- [ACTIVITY]
Find and copy every line in the records that includes the string "Morelli".

++++ SOURCE MATERIAL ++++

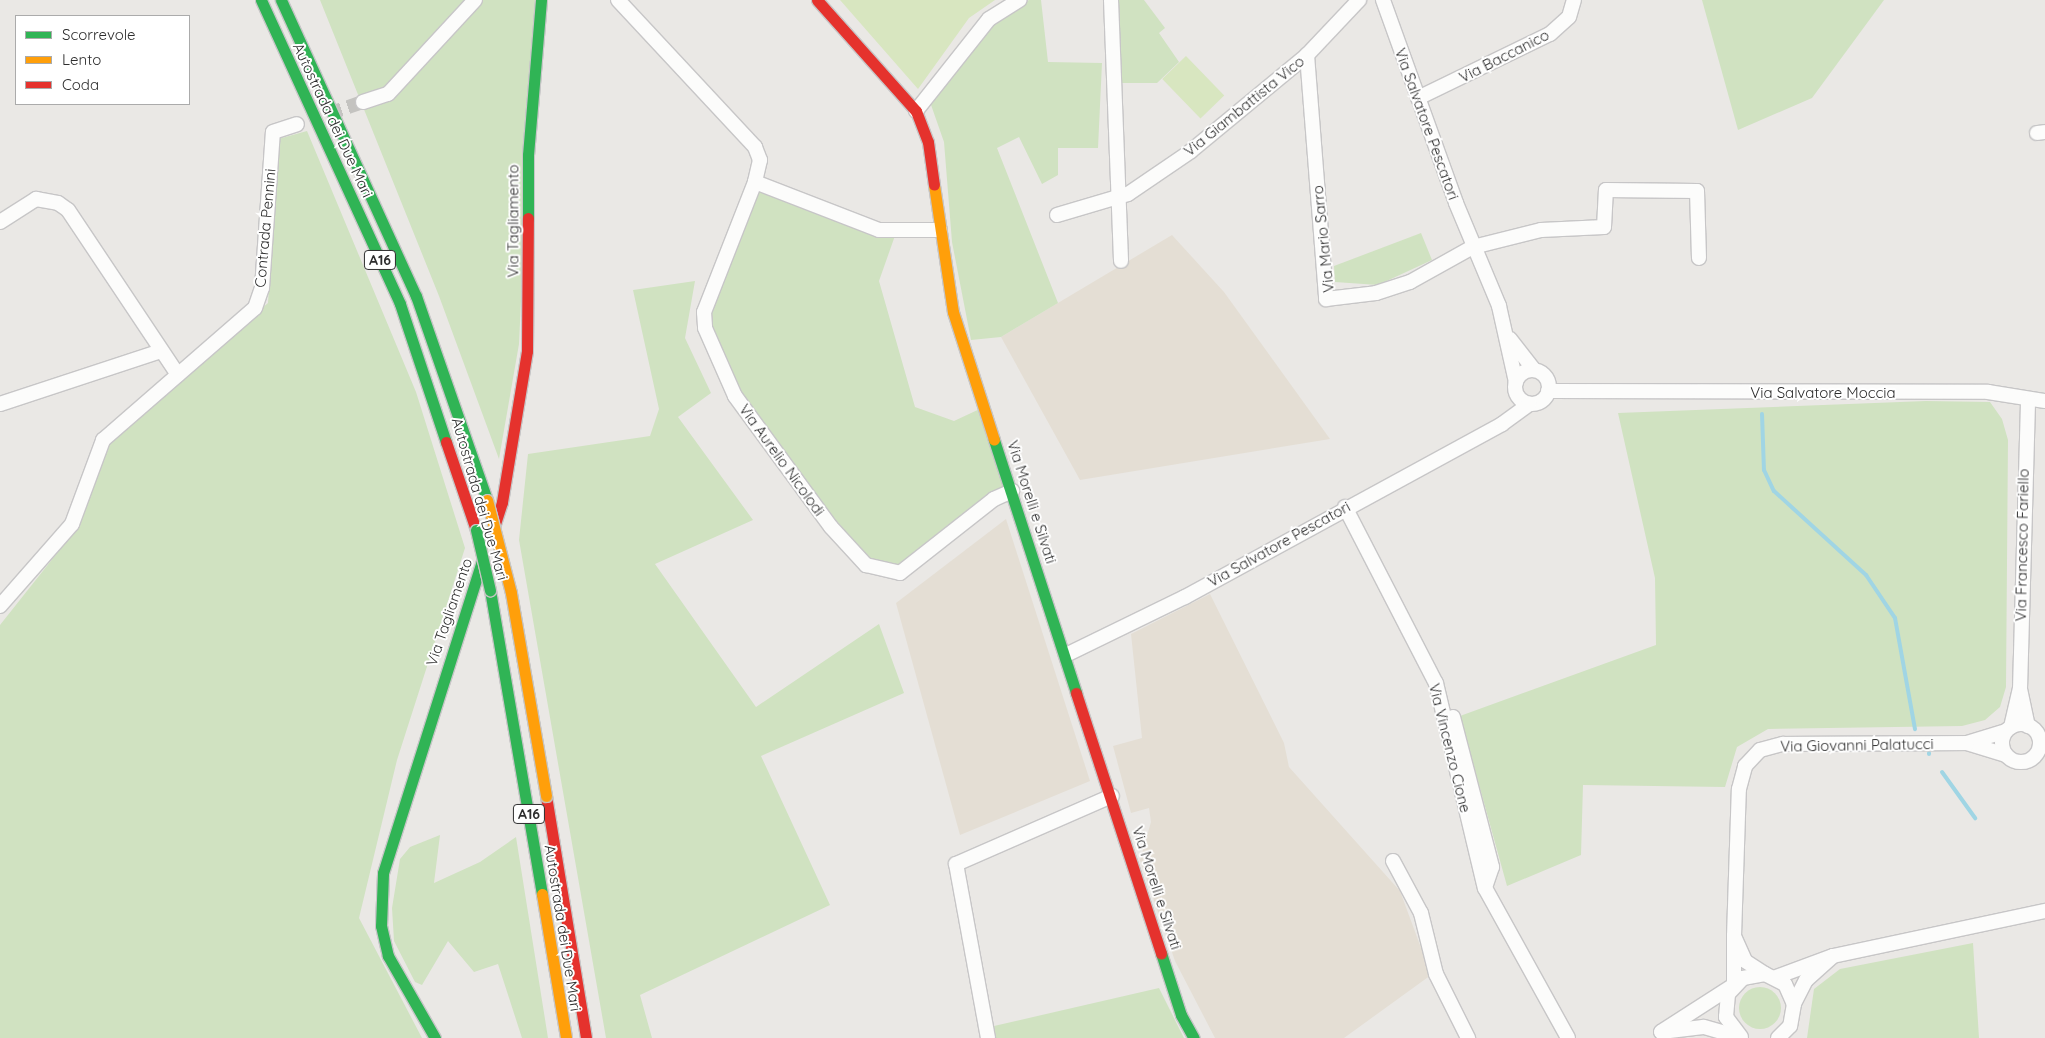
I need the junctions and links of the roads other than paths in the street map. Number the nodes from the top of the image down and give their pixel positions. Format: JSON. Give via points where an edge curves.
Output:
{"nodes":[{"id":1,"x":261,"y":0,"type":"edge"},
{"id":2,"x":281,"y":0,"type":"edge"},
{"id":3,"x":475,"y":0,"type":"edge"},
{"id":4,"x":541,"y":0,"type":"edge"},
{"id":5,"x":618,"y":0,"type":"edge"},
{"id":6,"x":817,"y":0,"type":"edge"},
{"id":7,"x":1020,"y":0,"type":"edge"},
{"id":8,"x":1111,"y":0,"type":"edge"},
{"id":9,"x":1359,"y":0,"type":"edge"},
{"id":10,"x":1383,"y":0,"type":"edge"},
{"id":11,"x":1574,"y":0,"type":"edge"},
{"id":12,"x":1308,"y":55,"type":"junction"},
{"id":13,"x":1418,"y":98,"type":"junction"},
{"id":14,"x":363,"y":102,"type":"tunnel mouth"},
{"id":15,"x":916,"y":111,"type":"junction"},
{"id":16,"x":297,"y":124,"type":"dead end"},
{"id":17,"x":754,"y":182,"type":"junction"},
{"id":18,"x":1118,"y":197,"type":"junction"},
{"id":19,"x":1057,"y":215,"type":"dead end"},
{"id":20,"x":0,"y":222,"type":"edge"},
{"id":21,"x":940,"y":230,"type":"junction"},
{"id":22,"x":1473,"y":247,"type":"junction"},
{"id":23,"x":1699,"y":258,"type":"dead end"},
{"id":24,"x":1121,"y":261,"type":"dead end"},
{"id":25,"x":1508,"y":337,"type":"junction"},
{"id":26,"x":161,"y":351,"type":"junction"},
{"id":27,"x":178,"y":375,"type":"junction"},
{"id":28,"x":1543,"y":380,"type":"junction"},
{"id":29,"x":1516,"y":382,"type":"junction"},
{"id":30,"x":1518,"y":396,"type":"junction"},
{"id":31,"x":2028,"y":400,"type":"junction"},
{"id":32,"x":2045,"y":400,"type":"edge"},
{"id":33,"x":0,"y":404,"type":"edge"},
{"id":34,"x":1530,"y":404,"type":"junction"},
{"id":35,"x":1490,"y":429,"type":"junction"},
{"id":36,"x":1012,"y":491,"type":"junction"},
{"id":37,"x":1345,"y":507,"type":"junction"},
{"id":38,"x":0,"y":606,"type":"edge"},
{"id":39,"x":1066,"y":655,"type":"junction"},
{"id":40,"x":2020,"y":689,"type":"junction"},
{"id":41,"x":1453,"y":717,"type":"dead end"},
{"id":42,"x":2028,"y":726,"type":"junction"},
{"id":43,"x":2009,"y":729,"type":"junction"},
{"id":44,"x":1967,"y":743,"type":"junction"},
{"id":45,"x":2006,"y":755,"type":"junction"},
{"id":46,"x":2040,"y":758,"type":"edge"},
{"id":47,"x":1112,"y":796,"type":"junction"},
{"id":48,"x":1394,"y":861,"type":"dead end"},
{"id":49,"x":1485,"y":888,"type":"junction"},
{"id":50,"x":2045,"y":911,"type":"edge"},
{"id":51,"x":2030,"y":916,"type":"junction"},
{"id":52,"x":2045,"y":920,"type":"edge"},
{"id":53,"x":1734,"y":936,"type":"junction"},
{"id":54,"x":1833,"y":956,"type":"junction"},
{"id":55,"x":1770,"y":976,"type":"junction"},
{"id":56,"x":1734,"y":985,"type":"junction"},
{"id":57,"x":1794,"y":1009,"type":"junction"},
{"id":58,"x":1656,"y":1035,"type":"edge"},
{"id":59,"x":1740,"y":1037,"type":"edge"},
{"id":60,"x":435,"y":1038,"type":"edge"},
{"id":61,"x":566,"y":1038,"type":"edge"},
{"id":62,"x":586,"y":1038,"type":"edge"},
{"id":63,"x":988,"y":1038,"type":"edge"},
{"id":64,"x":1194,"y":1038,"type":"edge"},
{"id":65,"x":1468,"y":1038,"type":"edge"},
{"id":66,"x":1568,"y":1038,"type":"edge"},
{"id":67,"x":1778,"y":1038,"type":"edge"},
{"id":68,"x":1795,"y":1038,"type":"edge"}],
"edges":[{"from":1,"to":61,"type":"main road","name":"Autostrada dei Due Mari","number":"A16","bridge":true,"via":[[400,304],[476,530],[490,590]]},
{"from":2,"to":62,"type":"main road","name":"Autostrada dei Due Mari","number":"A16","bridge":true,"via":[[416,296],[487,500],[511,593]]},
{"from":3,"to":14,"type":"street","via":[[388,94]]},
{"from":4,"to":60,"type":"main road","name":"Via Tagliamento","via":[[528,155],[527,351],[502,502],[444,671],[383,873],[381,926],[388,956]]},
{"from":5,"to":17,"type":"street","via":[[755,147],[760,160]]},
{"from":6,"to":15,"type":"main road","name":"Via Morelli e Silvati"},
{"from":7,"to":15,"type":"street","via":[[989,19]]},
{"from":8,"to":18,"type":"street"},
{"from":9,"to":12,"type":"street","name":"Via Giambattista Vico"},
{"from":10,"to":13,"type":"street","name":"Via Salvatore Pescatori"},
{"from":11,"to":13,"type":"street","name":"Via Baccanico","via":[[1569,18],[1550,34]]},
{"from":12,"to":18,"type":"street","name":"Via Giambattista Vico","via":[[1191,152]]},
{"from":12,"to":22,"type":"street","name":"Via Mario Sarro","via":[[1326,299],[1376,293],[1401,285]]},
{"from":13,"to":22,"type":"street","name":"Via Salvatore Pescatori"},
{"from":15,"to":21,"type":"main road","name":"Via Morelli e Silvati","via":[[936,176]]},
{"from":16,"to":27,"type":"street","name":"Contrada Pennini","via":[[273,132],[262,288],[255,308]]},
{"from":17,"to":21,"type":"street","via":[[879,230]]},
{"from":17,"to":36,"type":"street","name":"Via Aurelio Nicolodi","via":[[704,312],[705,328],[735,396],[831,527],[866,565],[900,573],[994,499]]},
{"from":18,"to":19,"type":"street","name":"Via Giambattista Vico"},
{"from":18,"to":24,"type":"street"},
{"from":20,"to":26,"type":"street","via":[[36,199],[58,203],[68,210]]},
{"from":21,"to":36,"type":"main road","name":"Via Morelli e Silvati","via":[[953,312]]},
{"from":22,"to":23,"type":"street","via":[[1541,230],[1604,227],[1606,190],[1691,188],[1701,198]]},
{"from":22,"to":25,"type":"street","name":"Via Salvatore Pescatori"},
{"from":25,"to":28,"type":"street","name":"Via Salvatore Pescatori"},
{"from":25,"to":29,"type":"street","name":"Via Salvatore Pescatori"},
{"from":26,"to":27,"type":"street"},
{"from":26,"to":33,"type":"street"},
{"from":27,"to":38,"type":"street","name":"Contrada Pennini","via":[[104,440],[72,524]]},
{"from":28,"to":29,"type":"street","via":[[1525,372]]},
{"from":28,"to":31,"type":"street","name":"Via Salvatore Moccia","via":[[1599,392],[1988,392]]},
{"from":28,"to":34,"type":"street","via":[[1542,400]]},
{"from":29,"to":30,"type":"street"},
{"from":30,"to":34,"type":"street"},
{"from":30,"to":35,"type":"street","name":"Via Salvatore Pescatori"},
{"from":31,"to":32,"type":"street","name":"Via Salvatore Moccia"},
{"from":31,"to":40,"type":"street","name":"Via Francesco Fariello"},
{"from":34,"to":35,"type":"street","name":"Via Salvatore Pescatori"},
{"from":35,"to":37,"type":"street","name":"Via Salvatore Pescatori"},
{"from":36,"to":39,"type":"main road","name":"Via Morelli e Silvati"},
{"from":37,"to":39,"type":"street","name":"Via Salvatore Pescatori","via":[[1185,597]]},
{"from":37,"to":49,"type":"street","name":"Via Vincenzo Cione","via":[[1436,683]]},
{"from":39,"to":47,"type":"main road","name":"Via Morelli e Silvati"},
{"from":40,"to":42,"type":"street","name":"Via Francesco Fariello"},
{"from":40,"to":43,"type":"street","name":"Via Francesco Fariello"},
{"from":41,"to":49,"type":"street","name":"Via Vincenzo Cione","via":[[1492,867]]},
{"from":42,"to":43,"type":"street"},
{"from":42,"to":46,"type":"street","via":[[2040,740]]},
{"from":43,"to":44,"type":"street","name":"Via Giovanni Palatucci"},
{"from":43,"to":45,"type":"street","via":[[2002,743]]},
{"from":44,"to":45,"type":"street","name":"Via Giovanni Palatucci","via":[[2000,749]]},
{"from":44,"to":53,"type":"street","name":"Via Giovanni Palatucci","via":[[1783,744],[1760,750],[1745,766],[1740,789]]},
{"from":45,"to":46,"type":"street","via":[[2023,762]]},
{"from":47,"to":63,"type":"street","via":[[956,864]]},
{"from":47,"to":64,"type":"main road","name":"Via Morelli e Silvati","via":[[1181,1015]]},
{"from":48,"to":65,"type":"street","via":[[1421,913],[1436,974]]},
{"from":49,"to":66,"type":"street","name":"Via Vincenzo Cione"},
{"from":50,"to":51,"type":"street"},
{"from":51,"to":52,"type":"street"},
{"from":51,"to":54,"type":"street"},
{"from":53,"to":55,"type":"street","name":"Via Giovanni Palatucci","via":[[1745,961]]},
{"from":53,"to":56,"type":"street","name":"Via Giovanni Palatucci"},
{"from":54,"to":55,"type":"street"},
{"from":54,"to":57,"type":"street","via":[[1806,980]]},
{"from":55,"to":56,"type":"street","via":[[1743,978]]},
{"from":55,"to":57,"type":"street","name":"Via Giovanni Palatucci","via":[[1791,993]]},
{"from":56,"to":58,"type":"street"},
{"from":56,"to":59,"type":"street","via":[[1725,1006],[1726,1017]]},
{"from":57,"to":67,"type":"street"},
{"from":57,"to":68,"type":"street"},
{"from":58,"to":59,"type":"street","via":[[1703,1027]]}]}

++++

- [TASK SOLUTION]
{"from":6,"to":15,"type":"main road","name":"Via Morelli e Silvati"},
{"from":15,"to":21,"type":"main road","name":"Via Morelli e Silvati","via":[[936,176]]},
{"from":21,"to":36,"type":"main road","name":"Via Morelli e Silvati","via":[[953,312]]},
{"from":36,"to":39,"type":"main road","name":"Via Morelli e Silvati"},
{"from":39,"to":47,"type":"main road","name":"Via Morelli e Silvati"},
{"from":47,"to":64,"type":"main road","name":"Via Morelli e Silvati","via":[[1181,1015]]},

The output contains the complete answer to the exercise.